What you have to do: Exact copy, no pictures: return all the records as they stand.

━━━━

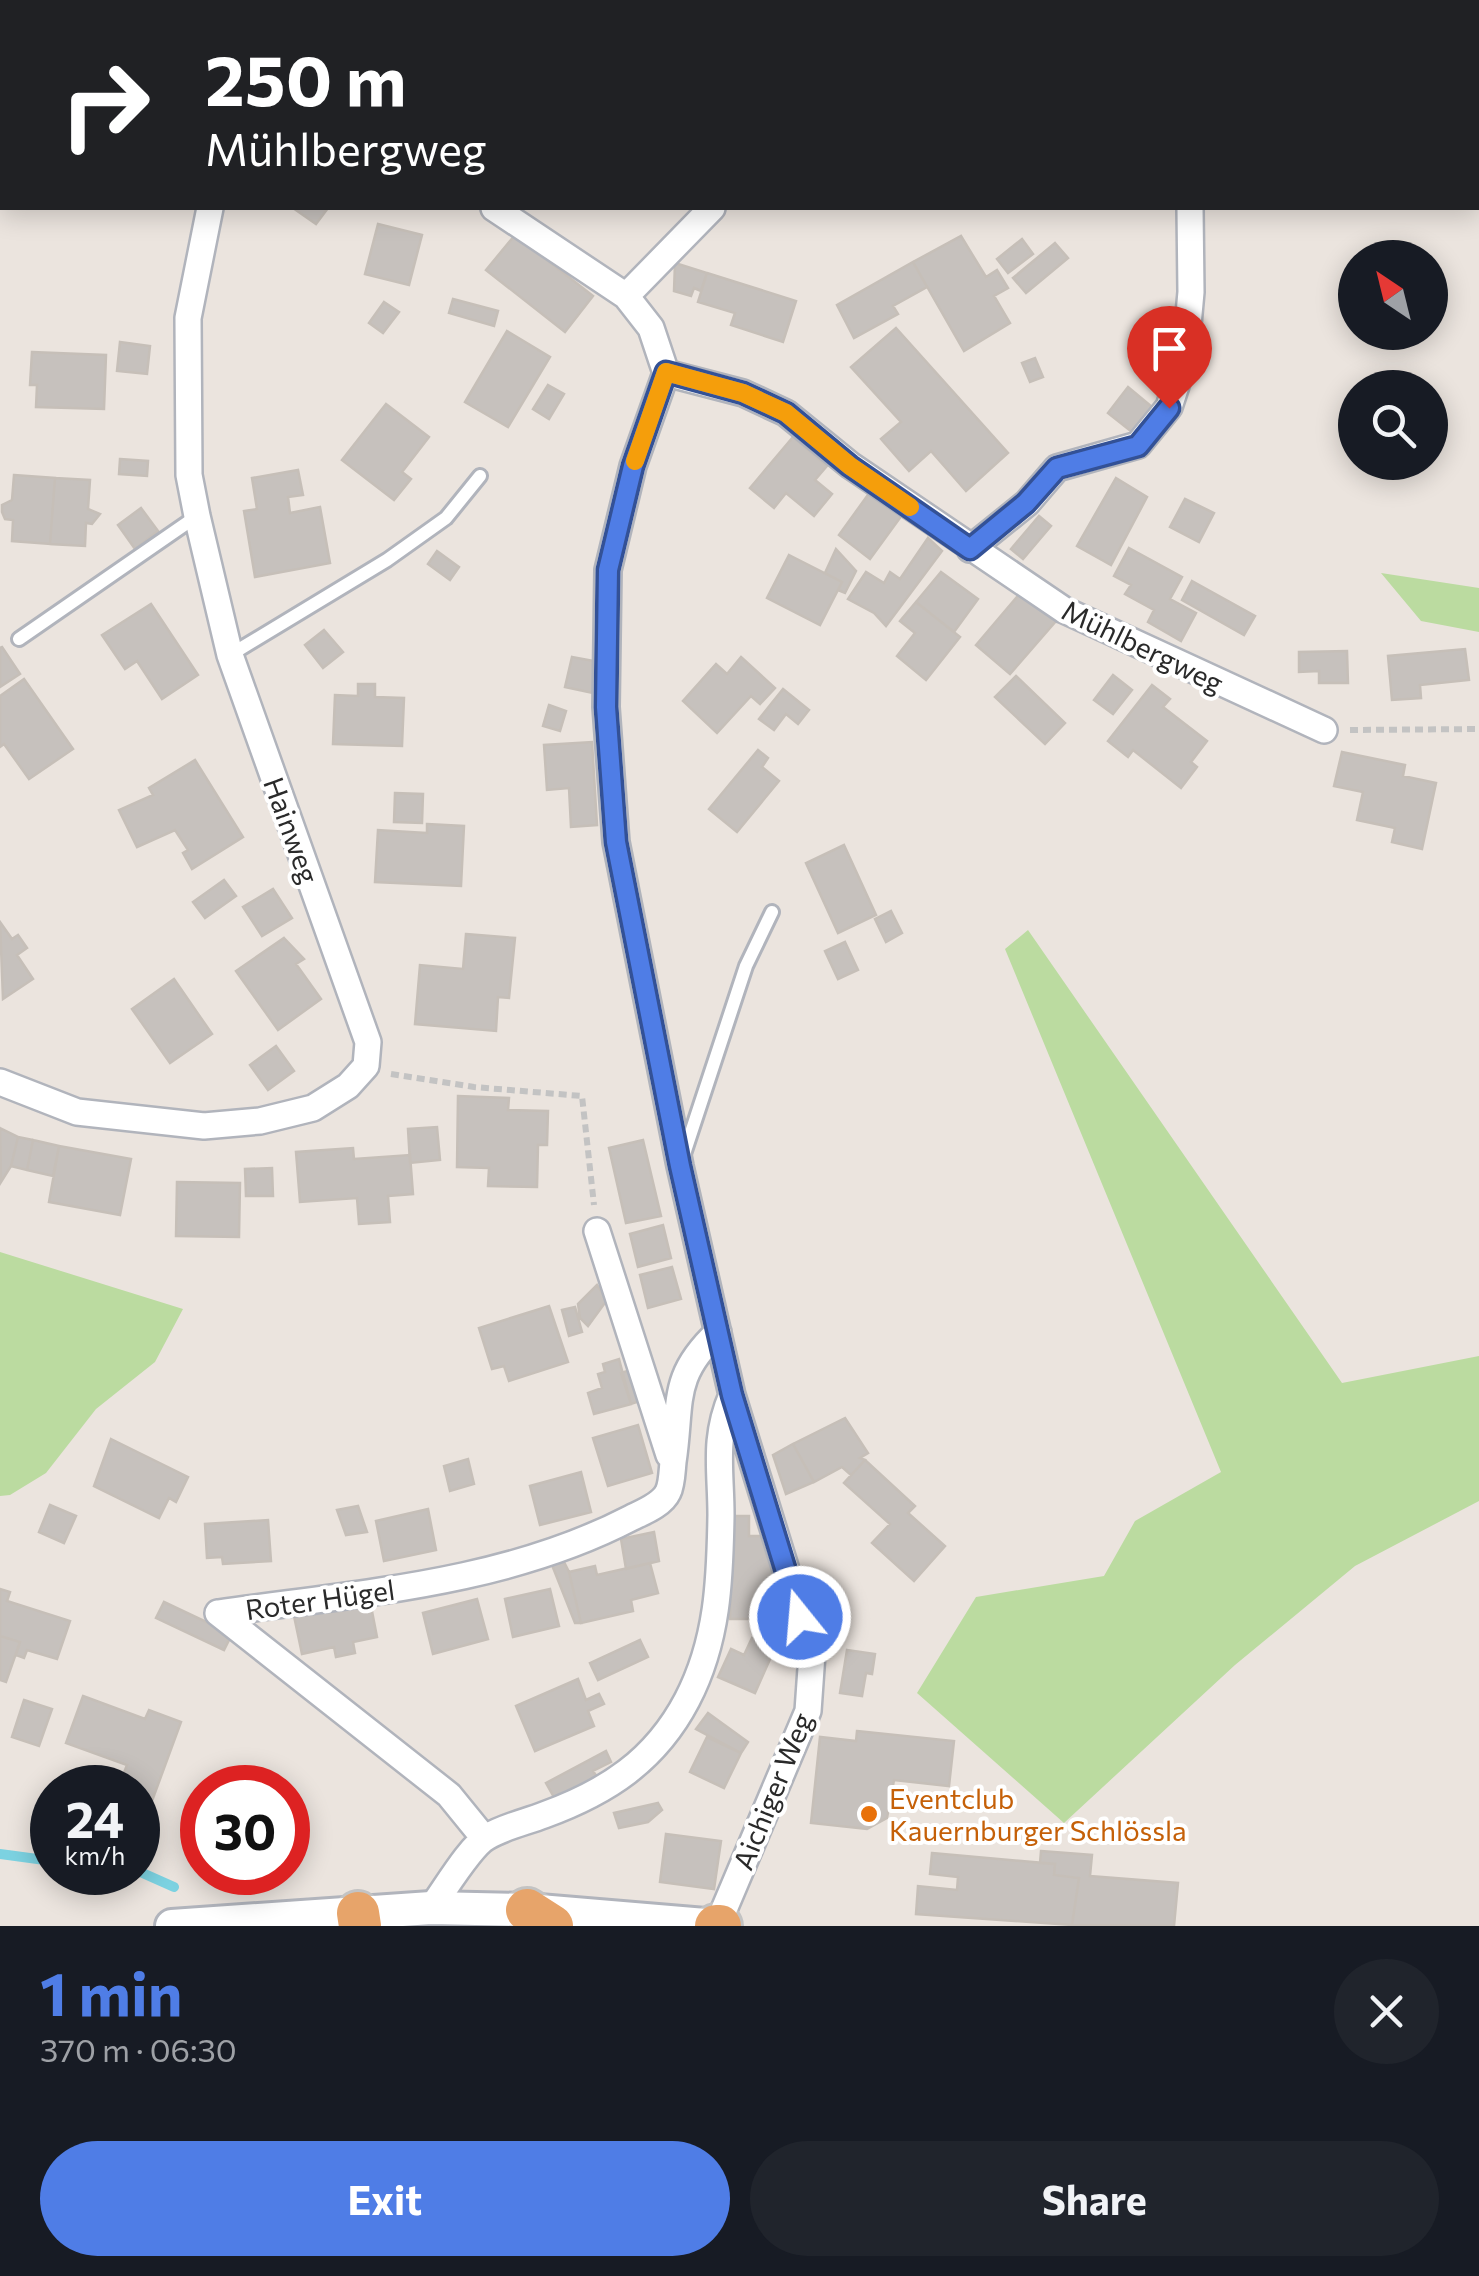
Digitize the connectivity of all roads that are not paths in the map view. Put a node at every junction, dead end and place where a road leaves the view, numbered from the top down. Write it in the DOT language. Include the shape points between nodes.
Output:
graph roads {
  1 [pos="210,210"];
  2 [pos="497,210"];
  3 [pos="710,210"];
  4 [pos="1190,210"];
  5 [pos="626,296"];
  6 [pos="666,372"];
  7 [pos="480,476"];
  8 [pos="197,516"];
  9 [pos="970,549"];
  10 [pos="19,639"];
  11 [pos="230,655"];
  12 [pos="1324,730"];
  13 [pos="772,912"];
  14 [pos="0,1082"];
  15 [pos="680,1166"];
  16 [pos="596,1231"];
  17 [pos="718,1332"];
  18 [pos="732,1395"];
  19 [pos="672,1470"];
  20 [pos="484,1838"];
  21 [pos="431,1908"];
  22 [pos="539,1918"];
  23 [pos="359,1920"];
  24 [pos="172,1926"];
  25 [pos="717,1926"];
  1 -- 8 [label="street, Hainweg" via="188,318 189,475"];
  2 -- 5 [label="street"];
  3 -- 5 [label="street"];
  4 -- 9 [label="street" via="1185,358 1169,408 1138,446 1057,468"];
  5 -- 6 [label="street" via="651,328"];
  6 -- 9 [label="street, Mühlbergweg" via="743,393 786,413"];
  6 -- 15 [label="street, Aichiger Weg" via="633,466 608,570 606,707 616,842"];
  7 -- 11 [label="lane" via="446,518"];
  8 -- 10 [label="lane"];
  8 -- 11 [label="street, Hainweg"];
  9 -- 12 [label="street, Mühlbergweg" via="1064,610"];
  11 -- 14 [label="street, Hainweg" via="368,1042 366,1066 313,1108 204,1126 77,1112"];
  13 -- 15 [label="lane" via="740,982"];
  15 -- 17 [label="street, Aichiger Weg"];
  16 -- 19 [label="street"];
  17 -- 18 [label="street, Aichiger Weg"];
  17 -- 19 [label="street, Roter Hügel" via="693,1355 679,1388"];
  18 -- 20 [label="street" via="718,1443 715,1629 688,1700 652,1752 618,1782"];
  18 -- 25 [label="street, Aichiger Weg" via="812,1654 808,1711"];
  19 -- 20 [label="street, Roter Hügel" via="661,1502 544,1557 429,1583 218,1613 449,1794"];
  20 -- 21 [label="street"];
  21 -- 22 [label="street"];
  21 -- 23 [label="street"];
  22 -- 25 [label="street"];
  23 -- 24 [label="street"];
}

━━━━

Written response:
Digitize the connectivity of all roads that are not paths in the map view. Put a node at every junction, dead end and place where a road leaves the view, numbered from the top down. Write it in the DOT language. Include the shape points between nodes.
Output:
graph roads {
  1 [pos="210,210"];
  2 [pos="497,210"];
  3 [pos="710,210"];
  4 [pos="1190,210"];
  5 [pos="626,296"];
  6 [pos="666,372"];
  7 [pos="480,476"];
  8 [pos="197,516"];
  9 [pos="970,549"];
  10 [pos="19,639"];
  11 [pos="230,655"];
  12 [pos="1324,730"];
  13 [pos="772,912"];
  14 [pos="0,1082"];
  15 [pos="680,1166"];
  16 [pos="596,1231"];
  17 [pos="718,1332"];
  18 [pos="732,1395"];
  19 [pos="672,1470"];
  20 [pos="484,1838"];
  21 [pos="431,1908"];
  22 [pos="539,1918"];
  23 [pos="359,1920"];
  24 [pos="172,1926"];
  25 [pos="717,1926"];
  1 -- 8 [label="street, Hainweg" via="188,318 189,475"];
  2 -- 5 [label="street"];
  3 -- 5 [label="street"];
  4 -- 9 [label="street" via="1185,358 1169,408 1138,446 1057,468"];
  5 -- 6 [label="street" via="651,328"];
  6 -- 9 [label="street, Mühlbergweg" via="743,393 786,413"];
  6 -- 15 [label="street, Aichiger Weg" via="633,466 608,570 606,707 616,842"];
  7 -- 11 [label="lane" via="446,518"];
  8 -- 10 [label="lane"];
  8 -- 11 [label="street, Hainweg"];
  9 -- 12 [label="street, Mühlbergweg" via="1064,610"];
  11 -- 14 [label="street, Hainweg" via="368,1042 366,1066 313,1108 204,1126 77,1112"];
  13 -- 15 [label="lane" via="740,982"];
  15 -- 17 [label="street, Aichiger Weg"];
  16 -- 19 [label="street"];
  17 -- 18 [label="street, Aichiger Weg"];
  17 -- 19 [label="street, Roter Hügel" via="693,1355 679,1388"];
  18 -- 20 [label="street" via="718,1443 715,1629 688,1700 652,1752 618,1782"];
  18 -- 25 [label="street, Aichiger Weg" via="812,1654 808,1711"];
  19 -- 20 [label="street, Roter Hügel" via="661,1502 544,1557 429,1583 218,1613 449,1794"];
  20 -- 21 [label="street"];
  21 -- 22 [label="street"];
  21 -- 23 [label="street"];
  22 -- 25 [label="street"];
  23 -- 24 [label="street"];
}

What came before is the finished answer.